Start of EXERCISE MATERIAL
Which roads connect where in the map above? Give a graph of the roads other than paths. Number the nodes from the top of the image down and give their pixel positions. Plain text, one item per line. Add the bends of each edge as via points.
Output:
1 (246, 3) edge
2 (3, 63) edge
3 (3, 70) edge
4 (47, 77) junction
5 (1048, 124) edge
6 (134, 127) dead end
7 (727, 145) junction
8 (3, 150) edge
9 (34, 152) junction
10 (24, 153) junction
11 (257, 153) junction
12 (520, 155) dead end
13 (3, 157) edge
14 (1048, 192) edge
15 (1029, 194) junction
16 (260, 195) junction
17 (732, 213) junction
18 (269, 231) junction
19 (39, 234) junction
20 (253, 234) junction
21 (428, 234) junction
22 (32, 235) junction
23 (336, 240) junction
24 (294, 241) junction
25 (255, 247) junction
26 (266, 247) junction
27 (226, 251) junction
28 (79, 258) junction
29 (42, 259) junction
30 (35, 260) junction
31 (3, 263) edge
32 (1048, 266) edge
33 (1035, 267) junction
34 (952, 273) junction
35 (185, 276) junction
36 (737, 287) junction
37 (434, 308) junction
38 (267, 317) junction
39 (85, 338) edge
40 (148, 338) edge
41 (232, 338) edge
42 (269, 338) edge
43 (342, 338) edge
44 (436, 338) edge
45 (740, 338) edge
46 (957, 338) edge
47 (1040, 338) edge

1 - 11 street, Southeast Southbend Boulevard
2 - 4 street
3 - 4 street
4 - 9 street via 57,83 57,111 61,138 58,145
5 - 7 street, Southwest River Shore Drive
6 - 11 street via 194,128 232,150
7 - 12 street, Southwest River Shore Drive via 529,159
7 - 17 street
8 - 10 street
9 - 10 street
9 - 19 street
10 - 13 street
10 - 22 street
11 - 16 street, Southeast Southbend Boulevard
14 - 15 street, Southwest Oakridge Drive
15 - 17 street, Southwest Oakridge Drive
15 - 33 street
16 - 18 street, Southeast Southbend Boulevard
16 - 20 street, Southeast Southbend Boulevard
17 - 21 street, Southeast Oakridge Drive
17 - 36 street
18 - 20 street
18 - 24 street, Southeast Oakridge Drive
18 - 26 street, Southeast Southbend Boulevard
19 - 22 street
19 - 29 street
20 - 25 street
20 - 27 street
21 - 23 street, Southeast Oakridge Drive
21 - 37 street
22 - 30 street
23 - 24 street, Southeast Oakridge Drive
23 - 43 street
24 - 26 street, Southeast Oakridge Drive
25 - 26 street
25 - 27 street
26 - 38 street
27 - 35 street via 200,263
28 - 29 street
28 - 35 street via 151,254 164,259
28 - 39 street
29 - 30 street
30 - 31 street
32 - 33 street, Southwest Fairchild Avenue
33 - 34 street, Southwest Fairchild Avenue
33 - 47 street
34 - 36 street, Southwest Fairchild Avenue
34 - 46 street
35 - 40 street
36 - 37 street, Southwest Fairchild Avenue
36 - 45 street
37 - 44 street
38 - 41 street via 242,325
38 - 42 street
End of EXERCISE MATERIAL
Word for word, repeat every record.

Which roads connect where in the map above? Give a graph of the roads other than paths. Number the nodes from the top of the image down and give their pixel positions. Plain text, one item per line. Add the bends of each edge as via points.
Output:
1 (246, 3) edge
2 (3, 63) edge
3 (3, 70) edge
4 (47, 77) junction
5 (1048, 124) edge
6 (134, 127) dead end
7 (727, 145) junction
8 (3, 150) edge
9 (34, 152) junction
10 (24, 153) junction
11 (257, 153) junction
12 (520, 155) dead end
13 (3, 157) edge
14 (1048, 192) edge
15 (1029, 194) junction
16 (260, 195) junction
17 (732, 213) junction
18 (269, 231) junction
19 (39, 234) junction
20 (253, 234) junction
21 (428, 234) junction
22 (32, 235) junction
23 (336, 240) junction
24 (294, 241) junction
25 (255, 247) junction
26 (266, 247) junction
27 (226, 251) junction
28 (79, 258) junction
29 (42, 259) junction
30 (35, 260) junction
31 (3, 263) edge
32 (1048, 266) edge
33 (1035, 267) junction
34 (952, 273) junction
35 (185, 276) junction
36 (737, 287) junction
37 (434, 308) junction
38 (267, 317) junction
39 (85, 338) edge
40 (148, 338) edge
41 (232, 338) edge
42 (269, 338) edge
43 (342, 338) edge
44 (436, 338) edge
45 (740, 338) edge
46 (957, 338) edge
47 (1040, 338) edge

1 - 11 street, Southeast Southbend Boulevard
2 - 4 street
3 - 4 street
4 - 9 street via 57,83 57,111 61,138 58,145
5 - 7 street, Southwest River Shore Drive
6 - 11 street via 194,128 232,150
7 - 12 street, Southwest River Shore Drive via 529,159
7 - 17 street
8 - 10 street
9 - 10 street
9 - 19 street
10 - 13 street
10 - 22 street
11 - 16 street, Southeast Southbend Boulevard
14 - 15 street, Southwest Oakridge Drive
15 - 17 street, Southwest Oakridge Drive
15 - 33 street
16 - 18 street, Southeast Southbend Boulevard
16 - 20 street, Southeast Southbend Boulevard
17 - 21 street, Southeast Oakridge Drive
17 - 36 street
18 - 20 street
18 - 24 street, Southeast Oakridge Drive
18 - 26 street, Southeast Southbend Boulevard
19 - 22 street
19 - 29 street
20 - 25 street
20 - 27 street
21 - 23 street, Southeast Oakridge Drive
21 - 37 street
22 - 30 street
23 - 24 street, Southeast Oakridge Drive
23 - 43 street
24 - 26 street, Southeast Oakridge Drive
25 - 26 street
25 - 27 street
26 - 38 street
27 - 35 street via 200,263
28 - 29 street
28 - 35 street via 151,254 164,259
28 - 39 street
29 - 30 street
30 - 31 street
32 - 33 street, Southwest Fairchild Avenue
33 - 34 street, Southwest Fairchild Avenue
33 - 47 street
34 - 36 street, Southwest Fairchild Avenue
34 - 46 street
35 - 40 street
36 - 37 street, Southwest Fairchild Avenue
36 - 45 street
37 - 44 street
38 - 41 street via 242,325
38 - 42 street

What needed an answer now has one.